** EXTRACTED ENTRIES follows **

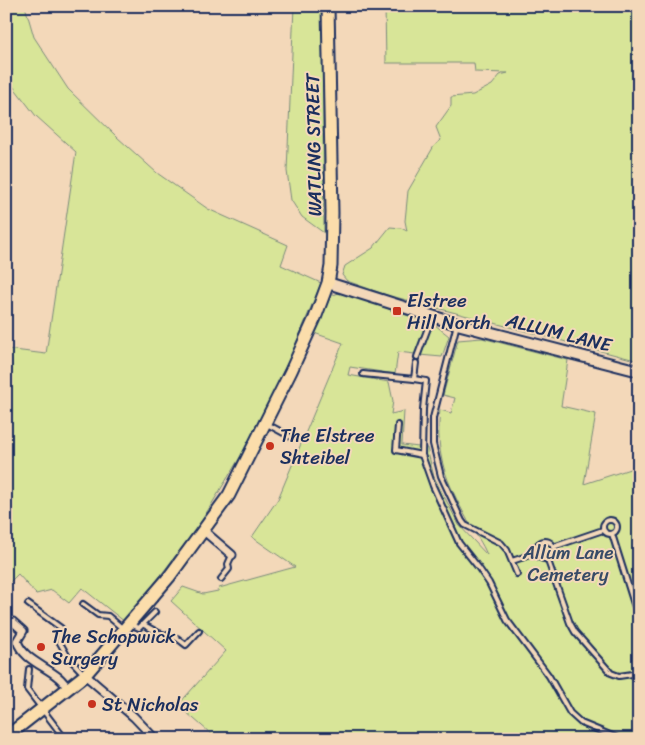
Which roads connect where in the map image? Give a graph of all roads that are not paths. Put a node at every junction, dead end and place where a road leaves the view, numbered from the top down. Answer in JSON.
{"nodes":[{"id":1,"x":328,"y":6,"type":"edge"},
{"id":2,"x":328,"y":283,"type":"junction"},
{"id":3,"x":432,"y":317,"type":"junction"},
{"id":4,"x":457,"y":324,"type":"junction"},
{"id":5,"x":417,"y":357,"type":"dead end"},
{"id":6,"x":416,"y":363,"type":"dead end"},
{"id":7,"x":639,"y":371,"type":"edge"},
{"id":8,"x":363,"y":374,"type":"dead end"},
{"id":9,"x":414,"y":379,"type":"junction"},
{"id":10,"x":266,"y":424,"type":"junction"},
{"id":11,"x":398,"y":425,"type":"dead end"},
{"id":12,"x":292,"y":437,"type":"dead end"},
{"id":13,"x":422,"y":455,"type":"junction"},
{"id":14,"x":603,"y":530,"type":"junction"},
{"id":15,"x":204,"y":531,"type":"junction"},
{"id":16,"x":612,"y":534,"type":"junction"},
{"id":17,"x":553,"y":547,"type":"junction"},
{"id":18,"x":536,"y":552,"type":"junction"},
{"id":19,"x":232,"y":555,"type":"joint"},
{"id":20,"x":547,"y":558,"type":"junction"},
{"id":21,"x":512,"y":561,"type":"junction"},
{"id":22,"x":517,"y":574,"type":"dead end"},
{"id":23,"x":221,"y":579,"type":"dead end"},
{"id":24,"x":28,"y":604,"type":"dead end"},
{"id":25,"x":83,"y":604,"type":"dead end"},
{"id":26,"x":155,"y":612,"type":"dead end"},
{"id":27,"x":639,"y":620,"type":"edge"},
{"id":28,"x":13,"y":622,"type":"dead end"},
{"id":29,"x":144,"y":625,"type":"junction"},
{"id":30,"x":126,"y":627,"type":"junction"},
{"id":31,"x":199,"y":631,"type":"dead end"},
{"id":32,"x":29,"y":669,"type":"dead end"},
{"id":33,"x":639,"y":673,"type":"edge"},
{"id":34,"x":85,"y":675,"type":"junction"},
{"id":35,"x":69,"y":689,"type":"junction"},
{"id":36,"x":43,"y":710,"type":"junction"},
{"id":37,"x":10,"y":737,"type":"edge"},
{"id":38,"x":150,"y":737,"type":"edge"},
{"id":39,"x":66,"y":739,"type":"edge"},
{"id":40,"x":620,"y":739,"type":"edge"}],
"edges":[{"from":1,"to":2,"type":"main road","name":"WATLING STREET"},
{"from":2,"to":3,"type":"main road","name":"ALLUM LANE"},
{"from":2,"to":10,"type":"main road"},
{"from":3,"to":4,"type":"main road","name":"ALLUM LANE"},
{"from":3,"to":5,"type":"lane"},
{"from":4,"to":7,"type":"main road","name":"ALLUM LANE"},
{"from":4,"to":21,"type":"lane"},
{"from":6,"to":9,"type":"lane"},
{"from":8,"to":9,"type":"lane"},
{"from":9,"to":13,"type":"lane"},
{"from":10,"to":12,"type":"lane"},
{"from":10,"to":15,"type":"main road"},
{"from":11,"to":13,"type":"lane"},
{"from":13,"to":40,"type":"lane"},
{"from":14,"to":16,"type":"lane"},
{"from":14,"to":16,"type":"lane"},
{"from":14,"to":17,"type":"lane"},
{"from":15,"to":19,"type":"street"},
{"from":15,"to":30,"type":"main road"},
{"from":16,"to":27,"type":"lane"},
{"from":17,"to":18,"type":"lane"},
{"from":17,"to":20,"type":"lane"},
{"from":18,"to":20,"type":"lane"},
{"from":18,"to":21,"type":"lane"},
{"from":19,"to":23,"type":"lane"},
{"from":20,"to":33,"type":"lane"},
{"from":21,"to":22,"type":"lane"},
{"from":24,"to":34,"type":"lane"},
{"from":25,"to":30,"type":"lane"},
{"from":26,"to":29,"type":"lane"},
{"from":28,"to":35,"type":"street"},
{"from":29,"to":30,"type":"lane"},
{"from":29,"to":31,"type":"lane"},
{"from":30,"to":34,"type":"main road"},
{"from":32,"to":36,"type":"lane"},
{"from":34,"to":35,"type":"main road"},
{"from":34,"to":38,"type":"street"},
{"from":35,"to":36,"type":"main road"},
{"from":36,"to":37,"type":"main road"},
{"from":36,"to":39,"type":"lane"}]}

** End of EXTRACTED ENTRIES **

Take each line from the records and copy it unchanged, leaving images out.

RESPONSE BELOW
Which roads connect where in the map image? Give a graph of all roads that are not paths. Put a node at every junction, dead end and place where a road leaves the view, numbered from the top down. Answer in JSON.
{"nodes":[{"id":1,"x":328,"y":6,"type":"edge"},
{"id":2,"x":328,"y":283,"type":"junction"},
{"id":3,"x":432,"y":317,"type":"junction"},
{"id":4,"x":457,"y":324,"type":"junction"},
{"id":5,"x":417,"y":357,"type":"dead end"},
{"id":6,"x":416,"y":363,"type":"dead end"},
{"id":7,"x":639,"y":371,"type":"edge"},
{"id":8,"x":363,"y":374,"type":"dead end"},
{"id":9,"x":414,"y":379,"type":"junction"},
{"id":10,"x":266,"y":424,"type":"junction"},
{"id":11,"x":398,"y":425,"type":"dead end"},
{"id":12,"x":292,"y":437,"type":"dead end"},
{"id":13,"x":422,"y":455,"type":"junction"},
{"id":14,"x":603,"y":530,"type":"junction"},
{"id":15,"x":204,"y":531,"type":"junction"},
{"id":16,"x":612,"y":534,"type":"junction"},
{"id":17,"x":553,"y":547,"type":"junction"},
{"id":18,"x":536,"y":552,"type":"junction"},
{"id":19,"x":232,"y":555,"type":"joint"},
{"id":20,"x":547,"y":558,"type":"junction"},
{"id":21,"x":512,"y":561,"type":"junction"},
{"id":22,"x":517,"y":574,"type":"dead end"},
{"id":23,"x":221,"y":579,"type":"dead end"},
{"id":24,"x":28,"y":604,"type":"dead end"},
{"id":25,"x":83,"y":604,"type":"dead end"},
{"id":26,"x":155,"y":612,"type":"dead end"},
{"id":27,"x":639,"y":620,"type":"edge"},
{"id":28,"x":13,"y":622,"type":"dead end"},
{"id":29,"x":144,"y":625,"type":"junction"},
{"id":30,"x":126,"y":627,"type":"junction"},
{"id":31,"x":199,"y":631,"type":"dead end"},
{"id":32,"x":29,"y":669,"type":"dead end"},
{"id":33,"x":639,"y":673,"type":"edge"},
{"id":34,"x":85,"y":675,"type":"junction"},
{"id":35,"x":69,"y":689,"type":"junction"},
{"id":36,"x":43,"y":710,"type":"junction"},
{"id":37,"x":10,"y":737,"type":"edge"},
{"id":38,"x":150,"y":737,"type":"edge"},
{"id":39,"x":66,"y":739,"type":"edge"},
{"id":40,"x":620,"y":739,"type":"edge"}],
"edges":[{"from":1,"to":2,"type":"main road","name":"WATLING STREET"},
{"from":2,"to":3,"type":"main road","name":"ALLUM LANE"},
{"from":2,"to":10,"type":"main road"},
{"from":3,"to":4,"type":"main road","name":"ALLUM LANE"},
{"from":3,"to":5,"type":"lane"},
{"from":4,"to":7,"type":"main road","name":"ALLUM LANE"},
{"from":4,"to":21,"type":"lane"},
{"from":6,"to":9,"type":"lane"},
{"from":8,"to":9,"type":"lane"},
{"from":9,"to":13,"type":"lane"},
{"from":10,"to":12,"type":"lane"},
{"from":10,"to":15,"type":"main road"},
{"from":11,"to":13,"type":"lane"},
{"from":13,"to":40,"type":"lane"},
{"from":14,"to":16,"type":"lane"},
{"from":14,"to":16,"type":"lane"},
{"from":14,"to":17,"type":"lane"},
{"from":15,"to":19,"type":"street"},
{"from":15,"to":30,"type":"main road"},
{"from":16,"to":27,"type":"lane"},
{"from":17,"to":18,"type":"lane"},
{"from":17,"to":20,"type":"lane"},
{"from":18,"to":20,"type":"lane"},
{"from":18,"to":21,"type":"lane"},
{"from":19,"to":23,"type":"lane"},
{"from":20,"to":33,"type":"lane"},
{"from":21,"to":22,"type":"lane"},
{"from":24,"to":34,"type":"lane"},
{"from":25,"to":30,"type":"lane"},
{"from":26,"to":29,"type":"lane"},
{"from":28,"to":35,"type":"street"},
{"from":29,"to":30,"type":"lane"},
{"from":29,"to":31,"type":"lane"},
{"from":30,"to":34,"type":"main road"},
{"from":32,"to":36,"type":"lane"},
{"from":34,"to":35,"type":"main road"},
{"from":34,"to":38,"type":"street"},
{"from":35,"to":36,"type":"main road"},
{"from":36,"to":37,"type":"main road"},
{"from":36,"to":39,"type":"lane"}]}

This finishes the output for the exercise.